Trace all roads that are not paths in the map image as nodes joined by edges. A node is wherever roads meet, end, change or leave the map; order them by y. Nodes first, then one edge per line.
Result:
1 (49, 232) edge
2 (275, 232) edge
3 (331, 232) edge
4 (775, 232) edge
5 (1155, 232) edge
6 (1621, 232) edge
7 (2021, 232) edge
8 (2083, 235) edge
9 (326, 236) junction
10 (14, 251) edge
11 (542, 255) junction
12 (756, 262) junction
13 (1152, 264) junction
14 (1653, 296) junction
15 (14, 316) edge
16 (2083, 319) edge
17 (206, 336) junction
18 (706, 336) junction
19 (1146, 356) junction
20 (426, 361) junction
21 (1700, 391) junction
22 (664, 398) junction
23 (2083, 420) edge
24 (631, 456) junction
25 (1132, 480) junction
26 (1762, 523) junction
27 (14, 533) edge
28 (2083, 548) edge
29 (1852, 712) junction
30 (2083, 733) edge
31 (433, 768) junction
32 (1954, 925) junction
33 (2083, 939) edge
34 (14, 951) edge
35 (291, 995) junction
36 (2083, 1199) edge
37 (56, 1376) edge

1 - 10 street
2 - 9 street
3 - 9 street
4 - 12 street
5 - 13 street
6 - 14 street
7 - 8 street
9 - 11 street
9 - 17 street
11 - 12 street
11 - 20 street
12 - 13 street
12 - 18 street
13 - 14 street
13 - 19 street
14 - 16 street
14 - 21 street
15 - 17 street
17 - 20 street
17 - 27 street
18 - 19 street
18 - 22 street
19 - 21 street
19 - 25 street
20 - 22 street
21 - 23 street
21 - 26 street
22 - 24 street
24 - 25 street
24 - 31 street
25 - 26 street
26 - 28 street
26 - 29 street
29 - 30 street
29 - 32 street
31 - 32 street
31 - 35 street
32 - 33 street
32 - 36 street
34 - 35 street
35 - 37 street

**Prompt**
Whatever the number of entries above, each one is to be copied exactly.

**Response for this exercise**
Trace all roads that are not paths in the map image as nodes joined by edges. A node is wherever roads meet, end, change or leave the map; order them by y. Nodes first, then one edge per line.
Result:
1 (49, 232) edge
2 (275, 232) edge
3 (331, 232) edge
4 (775, 232) edge
5 (1155, 232) edge
6 (1621, 232) edge
7 (2021, 232) edge
8 (2083, 235) edge
9 (326, 236) junction
10 (14, 251) edge
11 (542, 255) junction
12 (756, 262) junction
13 (1152, 264) junction
14 (1653, 296) junction
15 (14, 316) edge
16 (2083, 319) edge
17 (206, 336) junction
18 (706, 336) junction
19 (1146, 356) junction
20 (426, 361) junction
21 (1700, 391) junction
22 (664, 398) junction
23 (2083, 420) edge
24 (631, 456) junction
25 (1132, 480) junction
26 (1762, 523) junction
27 (14, 533) edge
28 (2083, 548) edge
29 (1852, 712) junction
30 (2083, 733) edge
31 (433, 768) junction
32 (1954, 925) junction
33 (2083, 939) edge
34 (14, 951) edge
35 (291, 995) junction
36 (2083, 1199) edge
37 (56, 1376) edge

1 - 10 street
2 - 9 street
3 - 9 street
4 - 12 street
5 - 13 street
6 - 14 street
7 - 8 street
9 - 11 street
9 - 17 street
11 - 12 street
11 - 20 street
12 - 13 street
12 - 18 street
13 - 14 street
13 - 19 street
14 - 16 street
14 - 21 street
15 - 17 street
17 - 20 street
17 - 27 street
18 - 19 street
18 - 22 street
19 - 21 street
19 - 25 street
20 - 22 street
21 - 23 street
21 - 26 street
22 - 24 street
24 - 25 street
24 - 31 street
25 - 26 street
26 - 28 street
26 - 29 street
29 - 30 street
29 - 32 street
31 - 32 street
31 - 35 street
32 - 33 street
32 - 36 street
34 - 35 street
35 - 37 street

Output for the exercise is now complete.